Winning a Rockefeller Fellowship in 1960, he toured Africa for six months, and published his second novel in the Umuofia series, No Longer at Ease, continuing the story of colonization in Umuofia. He married Christie Chinwe Okoli in 1961.
In 1962 he became a founding editor of the African Writers Series for Heinemann Publishers, thus helping to found a modern tradition of African literature. He published Arrow of God in 1964, returning to the story of the tribal ways of the past and how they are compromised by Christianity. A Man of the People in 1966 is a portrait of a corrupt politician in modern Nigeria, published on the eve of an actual coup.
During the war over the attempted secession from Nigeria of Biafra (1967-70), Achebe traveled widely as a spokesman for the suffering Igbo people. During this time he wrote poetry and children’s stories. After the fall of Biafra, he worked at the University of Nigeria and then came to the U. S. in 1972 to be an English professor at the University of Massachusetts at Amherst. In 1975 he joined the faculty of the University of Connecticut. Morning Yet on Creation Day (1975), a collection of essays, compares African and European literature. He returned to the University of Nigeria at Nsukka in 1976 and was appointed a professor emeritus there in 1985. The Trouble with Nigeria was an essay published while he was immersed in Nigerian politics.

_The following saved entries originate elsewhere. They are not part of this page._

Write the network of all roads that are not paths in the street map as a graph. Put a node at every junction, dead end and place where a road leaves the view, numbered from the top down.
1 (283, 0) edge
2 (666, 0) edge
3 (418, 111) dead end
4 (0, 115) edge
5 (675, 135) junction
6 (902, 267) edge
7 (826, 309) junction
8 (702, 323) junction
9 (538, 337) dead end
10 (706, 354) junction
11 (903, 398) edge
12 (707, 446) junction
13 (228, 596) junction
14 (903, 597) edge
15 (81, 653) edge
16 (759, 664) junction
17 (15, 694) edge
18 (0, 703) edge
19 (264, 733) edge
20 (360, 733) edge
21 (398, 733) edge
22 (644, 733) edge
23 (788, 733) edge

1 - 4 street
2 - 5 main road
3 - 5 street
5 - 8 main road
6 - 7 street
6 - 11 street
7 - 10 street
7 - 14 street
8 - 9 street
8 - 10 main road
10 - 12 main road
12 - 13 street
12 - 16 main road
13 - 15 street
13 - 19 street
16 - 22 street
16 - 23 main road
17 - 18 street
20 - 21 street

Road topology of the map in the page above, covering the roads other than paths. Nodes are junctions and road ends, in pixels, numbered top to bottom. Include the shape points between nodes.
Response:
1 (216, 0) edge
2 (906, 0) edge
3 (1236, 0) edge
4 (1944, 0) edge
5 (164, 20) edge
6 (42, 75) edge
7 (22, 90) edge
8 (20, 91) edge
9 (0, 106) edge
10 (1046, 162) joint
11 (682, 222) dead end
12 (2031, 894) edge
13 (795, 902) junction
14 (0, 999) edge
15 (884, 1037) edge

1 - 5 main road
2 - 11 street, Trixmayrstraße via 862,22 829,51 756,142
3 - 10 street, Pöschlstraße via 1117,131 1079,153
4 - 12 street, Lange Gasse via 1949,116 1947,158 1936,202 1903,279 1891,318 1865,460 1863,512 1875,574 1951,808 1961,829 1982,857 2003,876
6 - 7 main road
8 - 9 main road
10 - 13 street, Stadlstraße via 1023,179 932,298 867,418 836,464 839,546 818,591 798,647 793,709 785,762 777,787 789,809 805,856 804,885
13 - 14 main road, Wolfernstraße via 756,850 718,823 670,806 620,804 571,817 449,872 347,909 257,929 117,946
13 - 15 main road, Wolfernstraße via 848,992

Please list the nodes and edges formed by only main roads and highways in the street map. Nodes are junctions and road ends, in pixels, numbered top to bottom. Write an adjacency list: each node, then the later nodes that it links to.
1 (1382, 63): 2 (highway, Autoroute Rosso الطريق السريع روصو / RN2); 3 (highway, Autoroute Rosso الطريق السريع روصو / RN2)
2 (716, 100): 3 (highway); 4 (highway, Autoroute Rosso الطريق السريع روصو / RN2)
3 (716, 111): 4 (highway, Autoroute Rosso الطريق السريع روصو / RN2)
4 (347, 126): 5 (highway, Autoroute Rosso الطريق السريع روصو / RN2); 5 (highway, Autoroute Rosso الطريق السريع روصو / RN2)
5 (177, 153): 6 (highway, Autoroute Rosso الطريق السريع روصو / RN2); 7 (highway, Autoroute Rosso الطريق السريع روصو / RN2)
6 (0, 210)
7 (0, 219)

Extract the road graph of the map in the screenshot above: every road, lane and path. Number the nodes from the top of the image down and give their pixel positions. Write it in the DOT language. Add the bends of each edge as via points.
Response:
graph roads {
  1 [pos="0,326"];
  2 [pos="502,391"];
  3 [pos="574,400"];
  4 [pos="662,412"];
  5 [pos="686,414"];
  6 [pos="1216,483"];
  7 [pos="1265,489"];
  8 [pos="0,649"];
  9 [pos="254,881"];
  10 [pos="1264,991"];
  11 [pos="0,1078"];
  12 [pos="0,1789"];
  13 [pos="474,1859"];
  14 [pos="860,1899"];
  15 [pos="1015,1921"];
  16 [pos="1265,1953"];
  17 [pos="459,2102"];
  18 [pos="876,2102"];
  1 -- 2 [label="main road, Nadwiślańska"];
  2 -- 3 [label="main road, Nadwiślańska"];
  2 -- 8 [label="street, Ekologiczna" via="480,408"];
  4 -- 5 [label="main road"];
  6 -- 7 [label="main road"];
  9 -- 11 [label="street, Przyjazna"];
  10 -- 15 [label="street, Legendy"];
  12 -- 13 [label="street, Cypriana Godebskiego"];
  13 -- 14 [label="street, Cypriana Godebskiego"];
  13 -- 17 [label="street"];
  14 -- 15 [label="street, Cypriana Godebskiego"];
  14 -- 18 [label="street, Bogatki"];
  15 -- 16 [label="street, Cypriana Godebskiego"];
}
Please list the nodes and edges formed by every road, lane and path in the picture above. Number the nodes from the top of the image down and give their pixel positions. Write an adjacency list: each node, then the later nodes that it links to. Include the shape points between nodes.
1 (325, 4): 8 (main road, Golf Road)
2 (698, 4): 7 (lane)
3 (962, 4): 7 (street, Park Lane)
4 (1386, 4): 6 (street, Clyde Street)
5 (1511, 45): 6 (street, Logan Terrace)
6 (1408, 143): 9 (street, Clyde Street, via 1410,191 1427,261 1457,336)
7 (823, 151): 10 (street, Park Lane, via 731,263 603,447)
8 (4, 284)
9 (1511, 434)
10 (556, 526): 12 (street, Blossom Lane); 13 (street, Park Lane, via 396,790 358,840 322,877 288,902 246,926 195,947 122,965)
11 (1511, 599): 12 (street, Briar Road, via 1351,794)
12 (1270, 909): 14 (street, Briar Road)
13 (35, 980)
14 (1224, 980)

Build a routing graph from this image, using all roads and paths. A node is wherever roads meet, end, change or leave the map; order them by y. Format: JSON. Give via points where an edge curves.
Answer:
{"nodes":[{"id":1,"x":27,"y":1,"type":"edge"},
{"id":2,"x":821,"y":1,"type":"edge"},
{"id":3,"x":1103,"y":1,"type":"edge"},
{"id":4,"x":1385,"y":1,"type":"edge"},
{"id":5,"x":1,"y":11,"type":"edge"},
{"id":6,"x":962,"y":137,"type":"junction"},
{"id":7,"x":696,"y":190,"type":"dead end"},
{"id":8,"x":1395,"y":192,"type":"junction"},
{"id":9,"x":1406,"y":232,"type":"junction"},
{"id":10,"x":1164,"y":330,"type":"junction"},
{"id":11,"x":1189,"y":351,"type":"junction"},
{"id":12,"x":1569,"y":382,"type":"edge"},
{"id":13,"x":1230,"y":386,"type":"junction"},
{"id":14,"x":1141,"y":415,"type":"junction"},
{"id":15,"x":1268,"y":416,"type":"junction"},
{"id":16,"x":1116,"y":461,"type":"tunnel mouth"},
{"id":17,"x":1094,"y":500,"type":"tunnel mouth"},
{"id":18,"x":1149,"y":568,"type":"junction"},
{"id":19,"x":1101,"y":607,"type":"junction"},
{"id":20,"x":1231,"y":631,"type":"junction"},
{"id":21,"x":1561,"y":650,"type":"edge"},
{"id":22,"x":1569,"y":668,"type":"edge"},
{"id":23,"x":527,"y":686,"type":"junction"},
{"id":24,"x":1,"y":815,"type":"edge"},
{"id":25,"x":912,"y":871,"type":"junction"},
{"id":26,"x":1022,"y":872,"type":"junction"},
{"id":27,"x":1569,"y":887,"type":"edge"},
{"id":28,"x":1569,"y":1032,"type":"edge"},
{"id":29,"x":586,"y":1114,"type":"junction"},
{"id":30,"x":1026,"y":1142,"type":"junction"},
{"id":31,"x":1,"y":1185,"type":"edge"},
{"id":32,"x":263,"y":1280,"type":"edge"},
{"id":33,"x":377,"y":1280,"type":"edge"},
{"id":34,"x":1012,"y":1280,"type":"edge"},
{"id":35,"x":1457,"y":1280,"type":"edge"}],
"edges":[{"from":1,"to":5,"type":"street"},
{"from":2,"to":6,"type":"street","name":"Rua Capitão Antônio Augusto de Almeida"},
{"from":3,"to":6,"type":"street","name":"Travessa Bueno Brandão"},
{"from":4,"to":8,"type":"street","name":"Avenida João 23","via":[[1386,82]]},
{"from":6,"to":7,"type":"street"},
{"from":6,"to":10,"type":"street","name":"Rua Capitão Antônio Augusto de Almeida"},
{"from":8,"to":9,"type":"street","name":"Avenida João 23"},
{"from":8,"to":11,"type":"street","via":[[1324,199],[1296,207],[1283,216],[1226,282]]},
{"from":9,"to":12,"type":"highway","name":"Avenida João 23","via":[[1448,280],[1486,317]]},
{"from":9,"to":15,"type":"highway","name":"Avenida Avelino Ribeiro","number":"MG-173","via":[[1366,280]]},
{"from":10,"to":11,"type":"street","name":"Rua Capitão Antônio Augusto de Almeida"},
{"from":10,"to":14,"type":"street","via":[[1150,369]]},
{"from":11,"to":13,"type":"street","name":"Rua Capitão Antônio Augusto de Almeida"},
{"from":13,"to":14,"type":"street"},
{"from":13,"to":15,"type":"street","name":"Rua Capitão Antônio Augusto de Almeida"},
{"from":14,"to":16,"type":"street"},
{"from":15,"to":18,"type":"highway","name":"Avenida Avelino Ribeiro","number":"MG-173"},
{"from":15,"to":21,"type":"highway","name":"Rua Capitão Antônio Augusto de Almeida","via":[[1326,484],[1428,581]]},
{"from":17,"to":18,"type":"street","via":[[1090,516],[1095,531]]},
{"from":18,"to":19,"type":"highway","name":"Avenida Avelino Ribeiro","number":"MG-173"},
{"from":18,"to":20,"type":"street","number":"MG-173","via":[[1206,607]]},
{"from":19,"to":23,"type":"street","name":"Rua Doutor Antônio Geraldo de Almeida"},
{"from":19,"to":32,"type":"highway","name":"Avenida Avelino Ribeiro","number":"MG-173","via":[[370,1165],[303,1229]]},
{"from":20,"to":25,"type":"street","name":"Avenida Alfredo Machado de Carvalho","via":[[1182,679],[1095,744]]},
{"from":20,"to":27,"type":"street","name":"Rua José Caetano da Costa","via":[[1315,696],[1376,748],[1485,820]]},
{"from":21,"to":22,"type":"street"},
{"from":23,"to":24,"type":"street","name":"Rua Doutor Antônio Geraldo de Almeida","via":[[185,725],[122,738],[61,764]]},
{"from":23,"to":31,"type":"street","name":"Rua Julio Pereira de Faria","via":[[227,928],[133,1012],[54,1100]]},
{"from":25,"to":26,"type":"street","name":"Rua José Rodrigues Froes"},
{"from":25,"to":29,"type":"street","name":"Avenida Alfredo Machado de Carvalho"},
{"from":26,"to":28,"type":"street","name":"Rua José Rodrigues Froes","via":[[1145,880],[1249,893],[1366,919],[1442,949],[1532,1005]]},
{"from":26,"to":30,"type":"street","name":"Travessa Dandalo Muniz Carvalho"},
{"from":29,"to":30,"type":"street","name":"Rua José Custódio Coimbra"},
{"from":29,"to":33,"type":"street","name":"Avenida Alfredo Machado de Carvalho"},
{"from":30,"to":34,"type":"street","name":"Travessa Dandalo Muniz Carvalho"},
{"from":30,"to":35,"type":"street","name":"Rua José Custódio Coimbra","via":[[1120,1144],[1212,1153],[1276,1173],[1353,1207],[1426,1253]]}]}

In 1987 Achebe published The Anthills of Savannah, about an imaginary country in Africa named Kangan. It was shortlisted for the Booker Prize. Achebe returned to the U. S. in 1987 to teach successively at Dartmouth, Stanford, and Bard College. Hopes and Impediments: Selected Essays 1965-1987 examines the racism of the Western understanding of Africa.
In 1990 he became paralyzed from the waist down in a car crash, and in 1994, he had to flee the repressive Nigerian regime that threatened to jail him. Later, he returned to Nigeria to serve as president of the town union of his native village of Ogidi. In 1999, he became goodwill ambassador for the U.N. Population Fund.
Home and Exile, a book of essays published in 2000, tries to rescue African culture from European narratives. In 2007 he won the Man Booker International Prize for lifetime achievement. He has been called, “the father of modern African literature.” Achebe, at the age of 77, currently lives and writes in New York state, and is affiliated with Bard College.